What is needed is the number of lines in the data below that include "Etna", stated by itself.
---------- MATERIAL PROVIDED ----------
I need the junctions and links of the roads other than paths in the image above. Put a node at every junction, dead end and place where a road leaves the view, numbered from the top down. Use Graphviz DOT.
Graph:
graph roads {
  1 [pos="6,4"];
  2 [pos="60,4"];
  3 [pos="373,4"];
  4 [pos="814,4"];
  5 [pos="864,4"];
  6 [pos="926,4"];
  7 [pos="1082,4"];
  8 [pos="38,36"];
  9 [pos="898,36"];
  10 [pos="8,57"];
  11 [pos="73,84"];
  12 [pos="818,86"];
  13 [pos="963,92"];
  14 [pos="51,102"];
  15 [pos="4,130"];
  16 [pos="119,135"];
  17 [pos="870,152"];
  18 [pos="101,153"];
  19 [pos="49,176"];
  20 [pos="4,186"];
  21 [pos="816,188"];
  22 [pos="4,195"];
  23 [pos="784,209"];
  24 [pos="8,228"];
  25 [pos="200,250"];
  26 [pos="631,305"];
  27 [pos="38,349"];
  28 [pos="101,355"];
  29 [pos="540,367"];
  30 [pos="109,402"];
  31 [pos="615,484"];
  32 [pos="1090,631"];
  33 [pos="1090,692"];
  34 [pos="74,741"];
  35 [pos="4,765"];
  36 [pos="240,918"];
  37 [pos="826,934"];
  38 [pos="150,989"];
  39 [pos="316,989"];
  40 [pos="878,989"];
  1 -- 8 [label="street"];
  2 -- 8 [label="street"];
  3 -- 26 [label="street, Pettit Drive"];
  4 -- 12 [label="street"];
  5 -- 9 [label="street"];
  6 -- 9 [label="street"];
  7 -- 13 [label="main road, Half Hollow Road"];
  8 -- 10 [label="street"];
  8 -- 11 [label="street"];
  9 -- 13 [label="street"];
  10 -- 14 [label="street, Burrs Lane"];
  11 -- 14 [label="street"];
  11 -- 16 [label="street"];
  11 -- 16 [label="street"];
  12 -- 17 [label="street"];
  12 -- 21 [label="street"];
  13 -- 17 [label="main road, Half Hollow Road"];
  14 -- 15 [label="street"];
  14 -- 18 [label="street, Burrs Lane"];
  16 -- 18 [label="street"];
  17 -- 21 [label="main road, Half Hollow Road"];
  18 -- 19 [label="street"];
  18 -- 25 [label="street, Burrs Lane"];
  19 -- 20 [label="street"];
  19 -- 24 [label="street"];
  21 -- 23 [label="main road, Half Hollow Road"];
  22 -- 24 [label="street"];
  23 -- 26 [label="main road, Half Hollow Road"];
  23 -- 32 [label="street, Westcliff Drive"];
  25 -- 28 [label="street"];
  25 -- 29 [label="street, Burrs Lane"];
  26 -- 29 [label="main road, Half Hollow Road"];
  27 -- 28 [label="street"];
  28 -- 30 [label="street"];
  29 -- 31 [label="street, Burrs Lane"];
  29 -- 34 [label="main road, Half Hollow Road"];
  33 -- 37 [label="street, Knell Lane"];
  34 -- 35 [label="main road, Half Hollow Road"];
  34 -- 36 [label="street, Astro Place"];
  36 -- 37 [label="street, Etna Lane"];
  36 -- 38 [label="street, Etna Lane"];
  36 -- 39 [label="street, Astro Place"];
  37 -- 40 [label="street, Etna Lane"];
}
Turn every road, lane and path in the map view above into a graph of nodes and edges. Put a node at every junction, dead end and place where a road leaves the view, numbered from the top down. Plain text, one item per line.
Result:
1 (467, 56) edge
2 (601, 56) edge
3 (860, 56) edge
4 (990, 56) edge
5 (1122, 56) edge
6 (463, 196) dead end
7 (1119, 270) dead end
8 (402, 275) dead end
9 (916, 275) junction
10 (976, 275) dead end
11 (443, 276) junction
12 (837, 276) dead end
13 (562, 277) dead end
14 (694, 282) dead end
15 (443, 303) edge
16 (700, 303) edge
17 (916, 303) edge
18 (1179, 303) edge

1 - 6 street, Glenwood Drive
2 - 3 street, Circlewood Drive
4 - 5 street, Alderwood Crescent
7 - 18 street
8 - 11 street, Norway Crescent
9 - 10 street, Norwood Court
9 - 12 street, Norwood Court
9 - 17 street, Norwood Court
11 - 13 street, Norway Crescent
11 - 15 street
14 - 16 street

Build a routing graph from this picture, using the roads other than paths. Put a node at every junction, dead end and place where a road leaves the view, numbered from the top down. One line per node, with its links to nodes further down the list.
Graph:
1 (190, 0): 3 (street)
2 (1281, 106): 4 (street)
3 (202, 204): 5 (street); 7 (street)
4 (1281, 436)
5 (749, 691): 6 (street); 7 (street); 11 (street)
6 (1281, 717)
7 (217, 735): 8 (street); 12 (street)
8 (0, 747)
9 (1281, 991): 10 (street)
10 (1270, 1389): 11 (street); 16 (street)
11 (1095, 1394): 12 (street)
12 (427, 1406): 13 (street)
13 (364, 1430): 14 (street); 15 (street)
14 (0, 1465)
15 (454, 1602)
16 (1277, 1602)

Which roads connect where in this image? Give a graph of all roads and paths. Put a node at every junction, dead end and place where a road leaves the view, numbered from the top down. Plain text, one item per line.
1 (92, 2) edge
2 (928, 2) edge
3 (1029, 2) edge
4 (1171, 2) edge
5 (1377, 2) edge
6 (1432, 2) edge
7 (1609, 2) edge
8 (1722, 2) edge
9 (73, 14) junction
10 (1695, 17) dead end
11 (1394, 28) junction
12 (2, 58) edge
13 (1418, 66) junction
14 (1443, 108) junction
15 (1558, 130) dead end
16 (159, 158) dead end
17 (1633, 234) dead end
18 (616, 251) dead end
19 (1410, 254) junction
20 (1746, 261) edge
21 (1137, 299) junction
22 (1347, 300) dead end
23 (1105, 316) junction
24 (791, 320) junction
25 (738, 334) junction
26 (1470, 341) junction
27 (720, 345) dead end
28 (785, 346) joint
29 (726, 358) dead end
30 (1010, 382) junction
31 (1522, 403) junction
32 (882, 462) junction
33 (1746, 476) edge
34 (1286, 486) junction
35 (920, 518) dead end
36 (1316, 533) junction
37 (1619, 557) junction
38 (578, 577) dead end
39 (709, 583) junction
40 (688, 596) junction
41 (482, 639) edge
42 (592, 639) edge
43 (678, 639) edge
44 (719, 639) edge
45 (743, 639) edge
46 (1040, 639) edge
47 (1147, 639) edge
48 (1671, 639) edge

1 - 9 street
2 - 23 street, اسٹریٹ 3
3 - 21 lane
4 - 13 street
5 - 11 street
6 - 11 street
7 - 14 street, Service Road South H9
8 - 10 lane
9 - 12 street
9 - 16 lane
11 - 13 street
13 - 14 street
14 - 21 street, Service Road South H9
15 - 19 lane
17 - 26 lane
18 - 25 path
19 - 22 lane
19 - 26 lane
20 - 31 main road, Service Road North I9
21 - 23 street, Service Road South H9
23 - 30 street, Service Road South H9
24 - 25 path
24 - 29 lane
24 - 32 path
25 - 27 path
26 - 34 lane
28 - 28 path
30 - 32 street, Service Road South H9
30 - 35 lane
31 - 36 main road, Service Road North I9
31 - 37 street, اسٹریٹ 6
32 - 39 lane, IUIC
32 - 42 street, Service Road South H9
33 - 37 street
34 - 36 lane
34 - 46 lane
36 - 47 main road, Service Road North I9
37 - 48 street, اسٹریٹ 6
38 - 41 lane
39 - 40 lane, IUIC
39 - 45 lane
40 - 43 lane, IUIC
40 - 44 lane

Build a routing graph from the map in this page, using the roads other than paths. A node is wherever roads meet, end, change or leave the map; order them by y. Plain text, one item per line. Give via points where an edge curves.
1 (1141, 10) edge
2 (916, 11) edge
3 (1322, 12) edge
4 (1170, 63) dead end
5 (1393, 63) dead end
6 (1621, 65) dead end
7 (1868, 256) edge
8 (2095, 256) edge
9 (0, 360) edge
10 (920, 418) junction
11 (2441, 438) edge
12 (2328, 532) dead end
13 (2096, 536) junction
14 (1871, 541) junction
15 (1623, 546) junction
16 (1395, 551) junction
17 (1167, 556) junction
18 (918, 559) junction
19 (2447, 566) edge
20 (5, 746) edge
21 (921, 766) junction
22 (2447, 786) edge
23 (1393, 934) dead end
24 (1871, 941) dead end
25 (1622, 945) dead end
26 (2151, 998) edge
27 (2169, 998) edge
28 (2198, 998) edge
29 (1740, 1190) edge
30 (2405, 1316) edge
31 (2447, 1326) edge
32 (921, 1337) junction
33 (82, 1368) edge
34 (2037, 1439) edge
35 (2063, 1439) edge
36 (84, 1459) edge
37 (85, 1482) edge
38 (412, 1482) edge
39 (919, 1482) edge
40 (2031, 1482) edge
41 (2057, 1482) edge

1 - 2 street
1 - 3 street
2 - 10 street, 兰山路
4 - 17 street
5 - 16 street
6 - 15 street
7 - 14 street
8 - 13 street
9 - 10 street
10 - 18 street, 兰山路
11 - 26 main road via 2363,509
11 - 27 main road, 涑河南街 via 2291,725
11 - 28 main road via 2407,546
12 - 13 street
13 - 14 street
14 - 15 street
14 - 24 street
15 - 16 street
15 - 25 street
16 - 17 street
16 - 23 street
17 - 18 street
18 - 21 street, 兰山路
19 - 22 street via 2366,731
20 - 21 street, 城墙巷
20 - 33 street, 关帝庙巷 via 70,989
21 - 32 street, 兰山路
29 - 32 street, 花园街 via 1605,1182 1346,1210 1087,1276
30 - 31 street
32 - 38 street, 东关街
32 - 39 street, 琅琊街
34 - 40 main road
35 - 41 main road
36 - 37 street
----------
→ **RESPONSE BOX**
3